Testing options for the cervical and lumbar spine myotomes are provided below as examples when manual resistance cannot be applied by the assessor. These tests are not validated and are provided as suggestions only.
Cervical Region:
Telehealth Assessment of Cervical Myotomes
Myotome | Movement | Examples of Resistance Options |
---|---|---|
C4 | Shoulder elevation | Patient in standing holding approximately 1 kg weights in hands, vertically elevate shoulders. |
C5 | Shoulder Abduction | Holding light weights (or soup cans), abduct shoulders to 90 with elbows extended. |
C6 | Elbow flexion, wrist extension | Holding light weights in hand with elbow flexion at 90 and full pronation – perform wrist extension. |
C7 | Elbow extension, wrist flexion | Elbow extension with elbow pointing to ceiling, stabilizing proximal arm with opposite hand (as required), and using a weight.

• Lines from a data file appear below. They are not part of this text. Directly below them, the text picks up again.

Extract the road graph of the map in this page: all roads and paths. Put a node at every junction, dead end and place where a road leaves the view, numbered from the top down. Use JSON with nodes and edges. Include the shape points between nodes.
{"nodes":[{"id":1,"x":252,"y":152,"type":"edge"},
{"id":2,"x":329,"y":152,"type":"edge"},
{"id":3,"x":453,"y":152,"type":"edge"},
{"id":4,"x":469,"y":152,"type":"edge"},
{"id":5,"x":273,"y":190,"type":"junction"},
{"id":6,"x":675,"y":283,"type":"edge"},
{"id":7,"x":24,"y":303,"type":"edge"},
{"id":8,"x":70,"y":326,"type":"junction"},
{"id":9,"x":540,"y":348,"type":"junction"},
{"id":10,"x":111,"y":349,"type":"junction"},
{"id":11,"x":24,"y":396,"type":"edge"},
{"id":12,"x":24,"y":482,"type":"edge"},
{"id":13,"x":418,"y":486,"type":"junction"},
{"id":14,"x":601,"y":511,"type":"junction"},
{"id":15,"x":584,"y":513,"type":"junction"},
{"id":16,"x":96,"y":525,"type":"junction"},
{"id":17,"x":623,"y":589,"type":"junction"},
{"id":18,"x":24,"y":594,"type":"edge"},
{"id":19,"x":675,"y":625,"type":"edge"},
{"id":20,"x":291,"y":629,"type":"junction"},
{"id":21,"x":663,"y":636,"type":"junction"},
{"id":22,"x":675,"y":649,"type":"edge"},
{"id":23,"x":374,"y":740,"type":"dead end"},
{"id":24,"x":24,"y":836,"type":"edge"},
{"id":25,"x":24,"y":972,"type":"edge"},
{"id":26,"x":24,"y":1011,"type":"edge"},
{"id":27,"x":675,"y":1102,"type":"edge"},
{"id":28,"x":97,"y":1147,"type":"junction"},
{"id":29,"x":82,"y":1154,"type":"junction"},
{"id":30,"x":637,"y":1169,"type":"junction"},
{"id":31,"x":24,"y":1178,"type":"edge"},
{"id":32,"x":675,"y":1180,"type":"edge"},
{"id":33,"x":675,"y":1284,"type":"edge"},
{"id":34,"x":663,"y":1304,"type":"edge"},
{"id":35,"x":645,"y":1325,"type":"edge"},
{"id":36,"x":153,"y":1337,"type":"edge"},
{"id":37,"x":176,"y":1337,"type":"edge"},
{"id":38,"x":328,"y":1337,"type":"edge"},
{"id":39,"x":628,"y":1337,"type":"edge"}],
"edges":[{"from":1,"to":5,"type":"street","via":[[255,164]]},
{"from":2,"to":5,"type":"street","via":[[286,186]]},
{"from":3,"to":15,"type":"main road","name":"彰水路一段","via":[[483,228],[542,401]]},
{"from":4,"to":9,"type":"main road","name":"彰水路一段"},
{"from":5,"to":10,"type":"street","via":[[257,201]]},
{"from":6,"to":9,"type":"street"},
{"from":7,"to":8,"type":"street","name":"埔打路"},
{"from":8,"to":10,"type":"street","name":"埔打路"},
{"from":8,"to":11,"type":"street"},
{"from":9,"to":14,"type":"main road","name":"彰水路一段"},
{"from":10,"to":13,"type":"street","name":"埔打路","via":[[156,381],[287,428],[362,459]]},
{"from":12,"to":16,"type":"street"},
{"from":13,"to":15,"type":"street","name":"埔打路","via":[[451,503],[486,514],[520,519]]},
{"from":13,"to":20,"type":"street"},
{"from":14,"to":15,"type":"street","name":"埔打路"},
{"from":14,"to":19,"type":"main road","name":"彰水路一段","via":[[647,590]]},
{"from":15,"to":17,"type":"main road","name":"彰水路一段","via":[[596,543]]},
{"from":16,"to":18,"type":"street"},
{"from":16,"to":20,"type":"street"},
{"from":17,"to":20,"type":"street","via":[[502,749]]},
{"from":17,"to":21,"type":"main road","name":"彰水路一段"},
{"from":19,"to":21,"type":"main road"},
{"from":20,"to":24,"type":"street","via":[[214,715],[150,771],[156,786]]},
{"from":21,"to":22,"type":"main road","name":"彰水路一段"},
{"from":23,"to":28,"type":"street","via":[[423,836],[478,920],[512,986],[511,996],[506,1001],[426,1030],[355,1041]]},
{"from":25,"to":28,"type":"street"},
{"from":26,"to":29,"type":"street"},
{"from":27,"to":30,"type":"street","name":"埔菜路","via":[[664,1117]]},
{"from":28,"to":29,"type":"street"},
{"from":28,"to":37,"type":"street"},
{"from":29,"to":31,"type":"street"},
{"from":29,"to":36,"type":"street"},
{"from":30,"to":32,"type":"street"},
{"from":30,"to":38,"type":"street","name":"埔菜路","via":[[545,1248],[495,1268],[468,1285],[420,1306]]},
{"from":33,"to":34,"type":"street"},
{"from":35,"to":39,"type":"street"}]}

OR Holding weights in hand with elbow flexed at 90 and full supination – perform wrist flexion. |
C8 | Finger flexion, thumb extension/abduction | Hook flexed fingers (flexed DIP + PIP and extended MCPs) together and pull apart looking for asymmetry. OR Resisting thumbs against each other into extension or abduction, check for asymmetry. |
T1 | Abduction and/or adduction of fingers | Open hands facing patient, press opposite abducted fingers (ulnar aspect of opposite little fingers in contact) against each other. OR Holding a folded piece of paper between the adducted little and ring fingers resist pulling the paper away. Look for asymmetry. |
C8+T1 | Functional grip | Grip a water bottle or rolling pin – can the patient pull it out of the gripping hand with the unaffected hand? Do they feel a difference right and left? |
Adapted from: Inter-professional Spine Assessment and Education Clinics (ISAEC Operations), Low Back Rapid Access Clinic. Virtual Assessment and Education Toolkit. Toronto, ON: 2020.
Lumbar Region:
Telehealth Assessment of Lumbar Myotomes
Myotome | Movement | Example of Resistance Options |
---|---|---|
L2 | Hip flexion | Patient standing with tested leg hip and knee flexed at 90 -90, hold for 5 secs OR Self-resisted hip flexion in sitting hold for 5 sec |
L3 | Knee extension | Single leg sit to stand from chair OR Single leg squat checking for equality of depth, control R=L (ensure that patient is stabilized using a chair, counter etc. to prevent fall) OR Self-resisted knee extension with opposite leg in sitting, holding for 5 secs |
L4 | Ankle dorsi flexion | Heel waking minimum 10 steps or self-resisted in sitting |
L5 | Great toe extension, hip abduction | Self-resisted with hands. If patient can reach then instruct to bring foot up to opposite knee. Can also assess with hip abduction and resisted band or the presence or absence of Trendelenburg sign |
S1 | Ankle plantar flexion | Single leg heel raises (5 full raises = 4/5, 10 raises = 5/5), toes walking 10 steps |
Note: If appropriate, the single leg sit to stand is a reliable test for assessing L3, L4 (Quadriceps) strength in patients who present with radiculopathy. Fatigue testing can also be assessed for certain myotomes (i.e. number of repetitive single limb heel raises to assess S1 function) | ||
Adapted from: Inter-professional Spine Assessment and Education Clinics (ISAEC Operations), Low Back Rapid Access Clinic. Virtual Assessment and Education Toolkit. Toronto, ON: 2020.